The use of the term "Obamacare" to refer simultaneously or alternately to the "state-level health insurance exchanges" and the "Patient Protection and Affordable Care Act" also creates confusion about what the law has already done so far. It is lazy or just inaccurate to say that "Obamacare" starts when the exchanges begin or when the individual mandate takes effect. A number of provisions of the law have already taken effect, some immediately. Let's take a look at the timeline provided by healthcare.gov.
Here's what took effect immediately in 2010 after the signing of the law:
Coverage for children with pre-existing conditions
Coverage for young adults under 26
No more lifetime limits on coverage
No more arbitrary cancellations or rescissions
Right to appeal health plan decisions
Consumer Assistance Program
Small business tax credit
Temporary coverage for people with pre-existing conditions
Community Health Centers
And then in 2011, the following pieces were implemented:
Prescription drug discounts for seniors
Free Medicare preventive services for seniors
The 80/20 Rule (Medical Loss Ratio)
Rate Review
And then in 2012:
New preventive services for women
Summary of Benefits and Coverage
As you know, the insurance exchanges are slated to start next month.
Many provisions take effect next year or, because of recent self-imposed delays, the following year.
2014
January 1: Coverage begins in the Health Insurance Marketplace
Coverage for pre-existing conditions
Savings on monthly premiums and out-of-pocket costs
Medicaid expansion
No more yearly limits on coverage
Expanded small business tax credit
March 31: Open enrollment closes
2015: Employer Shared Responsibility Payment
(If you want an explanation of any of these pieces, just go to the website.)

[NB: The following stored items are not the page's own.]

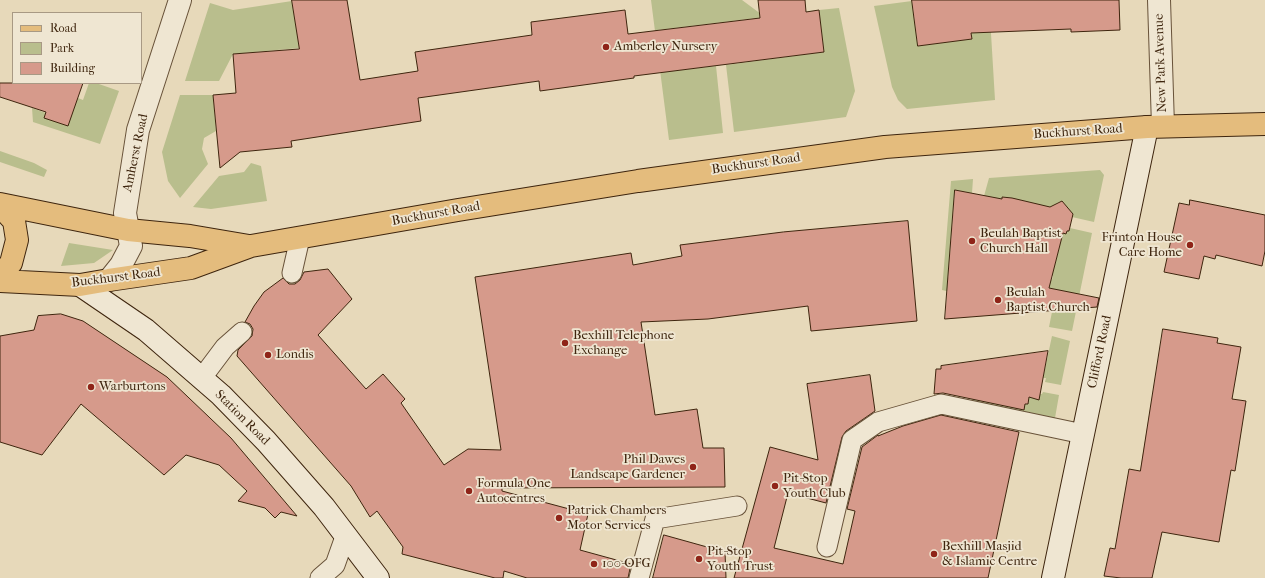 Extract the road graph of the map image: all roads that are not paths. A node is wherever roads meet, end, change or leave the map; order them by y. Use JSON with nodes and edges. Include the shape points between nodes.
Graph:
{"nodes":[{"id":1,"x":180,"y":0,"type":"edge"},
{"id":2,"x":1159,"y":0,"type":"edge"},
{"id":3,"x":1265,"y":124,"type":"edge"},
{"id":4,"x":1155,"y":126,"type":"junction"},
{"id":5,"x":0,"y":205,"type":"edge"},
{"id":6,"x":128,"y":230,"type":"junction"},
{"id":7,"x":300,"y":238,"type":"junction"},
{"id":8,"x":251,"y":246,"type":"junction"},
{"id":9,"x":292,"y":273,"type":"dead end"},
{"id":10,"x":0,"y":276,"type":"edge"},
{"id":11,"x":110,"y":280,"type":"junction"},
{"id":12,"x":0,"y":281,"type":"edge"},
{"id":13,"x":80,"y":285,"type":"junction"},
{"id":14,"x":242,"y":332,"type":"dead end"},
{"id":15,"x":201,"y":379,"type":"junction"},
{"id":16,"x":1083,"y":434,"type":"junction"},
{"id":17,"x":737,"y":506,"type":"dead end"},
{"id":18,"x":346,"y":534,"type":"junction"},
{"id":19,"x":827,"y":547,"type":"dead end"},
{"id":20,"x":320,"y":578,"type":"edge"},
{"id":21,"x":378,"y":578,"type":"edge"},
{"id":22,"x":639,"y":578,"type":"edge"},
{"id":23,"x":1053,"y":578,"type":"edge"}],
"edges":[{"from":1,"to":6,"type":"street","name":"Amherst Road","via":[[138,130],[125,212]]},
{"from":2,"to":4,"type":"street","name":"New Park Avenue"},
{"from":3,"to":4,"type":"main road","name":"Buckhurst Road"},
{"from":4,"to":7,"type":"main road","name":"Buckhurst Road","via":[[877,148],[638,181]]},
{"from":4,"to":16,"type":"street","name":"Clifford Road"},
{"from":5,"to":6,"type":"main road","name":"Buckhurst Road"},
{"from":5,"to":10,"type":"main road","via":[[14,222],[17,240],[10,263]]},
{"from":6,"to":8,"type":"main road","name":"Buckhurst Road","via":[[190,236]]},
{"from":6,"to":11,"type":"street","name":"Amherst Road","via":[[131,246]]},
{"from":7,"to":8,"type":"main road","name":"Buckhurst Road"},
{"from":7,"to":9,"type":"lane"},
{"from":8,"to":11,"type":"main road","name":"Buckhurst Road","via":[[191,268]]},
{"from":11,"to":13,"type":"main road","name":"Buckhurst Road"},
{"from":12,"to":13,"type":"main road","name":"Buckhurst Road"},
{"from":13,"to":15,"type":"street","name":"Station Road","via":[[146,330]]},
{"from":14,"to":15,"type":"lane","via":[[225,347]]},
{"from":15,"to":18,"type":"street","name":"Station Road","via":[[221,395],[266,441]]},
{"from":16,"to":19,"type":"lane","via":[[942,404],[878,422],[852,440]]},
{"from":16,"to":23,"type":"street","name":"Clifford Road"},
{"from":17,"to":22,"type":"lane","via":[[655,519]]},
{"from":18,"to":20,"type":"lane","via":[[335,566]]},
{"from":18,"to":21,"type":"street","name":"Station Road"}]}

In other words, the health policy framework created by PPACA has not yet been fully implemented. However, many changes have already been made. Equating "Obamacare" with the full law and then also with the "exchanges + mandate" makes people forget the changes that have already been made and not realize some of the benefits they may have already received. For example, because of PPACA, I was able to stay under my dad's insurance during grad school and during my job search several months after graduation. But the language used to speak of the law allows people to forget about those comparatively small changes that nonetheless have very real and important impacts on people.